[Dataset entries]
[Start of Attachment]

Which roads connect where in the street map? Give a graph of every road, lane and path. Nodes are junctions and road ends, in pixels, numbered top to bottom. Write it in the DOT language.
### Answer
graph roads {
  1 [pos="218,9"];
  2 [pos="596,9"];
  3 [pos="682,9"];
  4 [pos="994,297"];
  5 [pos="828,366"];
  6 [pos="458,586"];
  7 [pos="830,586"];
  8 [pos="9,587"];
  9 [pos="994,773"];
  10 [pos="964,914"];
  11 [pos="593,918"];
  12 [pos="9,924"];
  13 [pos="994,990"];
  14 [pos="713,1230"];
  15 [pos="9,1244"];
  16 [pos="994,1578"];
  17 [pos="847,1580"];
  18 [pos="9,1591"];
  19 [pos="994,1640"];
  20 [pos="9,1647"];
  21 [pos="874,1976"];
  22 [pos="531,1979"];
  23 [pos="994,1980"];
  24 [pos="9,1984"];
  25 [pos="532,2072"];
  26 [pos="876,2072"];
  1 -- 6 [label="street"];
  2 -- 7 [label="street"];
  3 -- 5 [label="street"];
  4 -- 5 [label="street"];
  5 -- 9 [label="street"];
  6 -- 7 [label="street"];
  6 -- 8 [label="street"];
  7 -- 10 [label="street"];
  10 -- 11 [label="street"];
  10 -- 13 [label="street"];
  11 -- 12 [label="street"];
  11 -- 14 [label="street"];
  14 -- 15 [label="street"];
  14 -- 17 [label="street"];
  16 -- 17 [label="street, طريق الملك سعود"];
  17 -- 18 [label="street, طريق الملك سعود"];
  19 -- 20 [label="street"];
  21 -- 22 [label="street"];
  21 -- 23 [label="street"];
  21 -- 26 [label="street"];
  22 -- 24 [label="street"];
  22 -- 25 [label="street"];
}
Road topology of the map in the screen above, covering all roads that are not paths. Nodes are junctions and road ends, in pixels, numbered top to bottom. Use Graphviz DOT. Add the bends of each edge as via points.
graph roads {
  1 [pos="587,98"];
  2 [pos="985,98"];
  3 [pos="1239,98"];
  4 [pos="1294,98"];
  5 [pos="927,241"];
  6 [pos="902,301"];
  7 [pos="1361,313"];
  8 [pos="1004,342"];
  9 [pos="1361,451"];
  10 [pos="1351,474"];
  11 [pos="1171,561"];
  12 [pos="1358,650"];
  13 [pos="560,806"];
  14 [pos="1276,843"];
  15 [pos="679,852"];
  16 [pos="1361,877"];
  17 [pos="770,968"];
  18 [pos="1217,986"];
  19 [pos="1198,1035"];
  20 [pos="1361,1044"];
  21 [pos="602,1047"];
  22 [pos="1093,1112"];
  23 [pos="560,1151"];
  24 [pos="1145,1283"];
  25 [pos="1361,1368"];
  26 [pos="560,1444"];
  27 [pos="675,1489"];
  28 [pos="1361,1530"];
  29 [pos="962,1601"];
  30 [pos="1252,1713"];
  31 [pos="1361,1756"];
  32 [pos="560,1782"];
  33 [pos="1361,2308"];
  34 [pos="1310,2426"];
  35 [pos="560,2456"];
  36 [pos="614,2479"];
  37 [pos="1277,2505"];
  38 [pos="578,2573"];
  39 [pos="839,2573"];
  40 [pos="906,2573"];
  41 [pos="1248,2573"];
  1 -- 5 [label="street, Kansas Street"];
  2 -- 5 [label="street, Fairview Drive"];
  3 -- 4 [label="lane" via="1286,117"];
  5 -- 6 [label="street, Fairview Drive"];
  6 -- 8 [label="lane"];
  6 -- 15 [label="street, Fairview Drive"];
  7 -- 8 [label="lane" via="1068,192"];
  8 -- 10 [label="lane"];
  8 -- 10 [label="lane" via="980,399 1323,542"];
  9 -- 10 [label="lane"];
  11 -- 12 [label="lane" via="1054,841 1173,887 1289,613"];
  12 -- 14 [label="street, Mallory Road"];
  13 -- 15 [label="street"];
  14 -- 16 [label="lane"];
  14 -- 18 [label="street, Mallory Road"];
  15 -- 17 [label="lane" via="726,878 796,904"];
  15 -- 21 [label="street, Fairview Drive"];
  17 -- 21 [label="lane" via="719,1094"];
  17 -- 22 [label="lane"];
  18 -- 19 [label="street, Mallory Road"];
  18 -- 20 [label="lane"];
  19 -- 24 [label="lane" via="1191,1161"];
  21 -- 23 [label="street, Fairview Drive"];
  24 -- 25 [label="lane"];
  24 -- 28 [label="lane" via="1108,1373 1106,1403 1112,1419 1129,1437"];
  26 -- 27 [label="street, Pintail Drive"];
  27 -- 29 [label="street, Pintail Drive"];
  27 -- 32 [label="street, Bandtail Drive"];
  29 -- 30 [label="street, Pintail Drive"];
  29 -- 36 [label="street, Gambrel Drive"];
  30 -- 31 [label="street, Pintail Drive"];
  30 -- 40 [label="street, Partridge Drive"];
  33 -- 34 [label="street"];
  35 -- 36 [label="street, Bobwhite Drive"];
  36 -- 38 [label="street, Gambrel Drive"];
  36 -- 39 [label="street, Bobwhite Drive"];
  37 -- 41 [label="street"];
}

[End of Attachment]

Copy every record above exactly as it stands.

Which roads connect where in the street map? Give a graph of every road, lane and path. Nodes are junctions and road ends, in pixels, numbered top to bottom. Write it in the DOT language.
### Answer
graph roads {
  1 [pos="218,9"];
  2 [pos="596,9"];
  3 [pos="682,9"];
  4 [pos="994,297"];
  5 [pos="828,366"];
  6 [pos="458,586"];
  7 [pos="830,586"];
  8 [pos="9,587"];
  9 [pos="994,773"];
  10 [pos="964,914"];
  11 [pos="593,918"];
  12 [pos="9,924"];
  13 [pos="994,990"];
  14 [pos="713,1230"];
  15 [pos="9,1244"];
  16 [pos="994,1578"];
  17 [pos="847,1580"];
  18 [pos="9,1591"];
  19 [pos="994,1640"];
  20 [pos="9,1647"];
  21 [pos="874,1976"];
  22 [pos="531,1979"];
  23 [pos="994,1980"];
  24 [pos="9,1984"];
  25 [pos="532,2072"];
  26 [pos="876,2072"];
  1 -- 6 [label="street"];
  2 -- 7 [label="street"];
  3 -- 5 [label="street"];
  4 -- 5 [label="street"];
  5 -- 9 [label="street"];
  6 -- 7 [label="street"];
  6 -- 8 [label="street"];
  7 -- 10 [label="street"];
  10 -- 11 [label="street"];
  10 -- 13 [label="street"];
  11 -- 12 [label="street"];
  11 -- 14 [label="street"];
  14 -- 15 [label="street"];
  14 -- 17 [label="street"];
  16 -- 17 [label="street, طريق الملك سعود"];
  17 -- 18 [label="street, طريق الملك سعود"];
  19 -- 20 [label="street"];
  21 -- 22 [label="street"];
  21 -- 23 [label="street"];
  21 -- 26 [label="street"];
  22 -- 24 [label="street"];
  22 -- 25 [label="street"];
}
Road topology of the map in the screen above, covering all roads that are not paths. Nodes are junctions and road ends, in pixels, numbered top to bottom. Use Graphviz DOT. Add the bends of each edge as via points.
graph roads {
  1 [pos="587,98"];
  2 [pos="985,98"];
  3 [pos="1239,98"];
  4 [pos="1294,98"];
  5 [pos="927,241"];
  6 [pos="902,301"];
  7 [pos="1361,313"];
  8 [pos="1004,342"];
  9 [pos="1361,451"];
  10 [pos="1351,474"];
  11 [pos="1171,561"];
  12 [pos="1358,650"];
  13 [pos="560,806"];
  14 [pos="1276,843"];
  15 [pos="679,852"];
  16 [pos="1361,877"];
  17 [pos="770,968"];
  18 [pos="1217,986"];
  19 [pos="1198,1035"];
  20 [pos="1361,1044"];
  21 [pos="602,1047"];
  22 [pos="1093,1112"];
  23 [pos="560,1151"];
  24 [pos="1145,1283"];
  25 [pos="1361,1368"];
  26 [pos="560,1444"];
  27 [pos="675,1489"];
  28 [pos="1361,1530"];
  29 [pos="962,1601"];
  30 [pos="1252,1713"];
  31 [pos="1361,1756"];
  32 [pos="560,1782"];
  33 [pos="1361,2308"];
  34 [pos="1310,2426"];
  35 [pos="560,2456"];
  36 [pos="614,2479"];
  37 [pos="1277,2505"];
  38 [pos="578,2573"];
  39 [pos="839,2573"];
  40 [pos="906,2573"];
  41 [pos="1248,2573"];
  1 -- 5 [label="street, Kansas Street"];
  2 -- 5 [label="street, Fairview Drive"];
  3 -- 4 [label="lane" via="1286,117"];
  5 -- 6 [label="street, Fairview Drive"];
  6 -- 8 [label="lane"];
  6 -- 15 [label="street, Fairview Drive"];
  7 -- 8 [label="lane" via="1068,192"];
  8 -- 10 [label="lane"];
  8 -- 10 [label="lane" via="980,399 1323,542"];
  9 -- 10 [label="lane"];
  11 -- 12 [label="lane" via="1054,841 1173,887 1289,613"];
  12 -- 14 [label="street, Mallory Road"];
  13 -- 15 [label="street"];
  14 -- 16 [label="lane"];
  14 -- 18 [label="street, Mallory Road"];
  15 -- 17 [label="lane" via="726,878 796,904"];
  15 -- 21 [label="street, Fairview Drive"];
  17 -- 21 [label="lane" via="719,1094"];
  17 -- 22 [label="lane"];
  18 -- 19 [label="street, Mallory Road"];
  18 -- 20 [label="lane"];
  19 -- 24 [label="lane" via="1191,1161"];
  21 -- 23 [label="street, Fairview Drive"];
  24 -- 25 [label="lane"];
  24 -- 28 [label="lane" via="1108,1373 1106,1403 1112,1419 1129,1437"];
  26 -- 27 [label="street, Pintail Drive"];
  27 -- 29 [label="street, Pintail Drive"];
  27 -- 32 [label="street, Bandtail Drive"];
  29 -- 30 [label="street, Pintail Drive"];
  29 -- 36 [label="street, Gambrel Drive"];
  30 -- 31 [label="street, Pintail Drive"];
  30 -- 40 [label="street, Partridge Drive"];
  33 -- 34 [label="street"];
  35 -- 36 [label="street, Bobwhite Drive"];
  36 -- 38 [label="street, Gambrel Drive"];
  36 -- 39 [label="street, Bobwhite Drive"];
  37 -- 41 [label="street"];
}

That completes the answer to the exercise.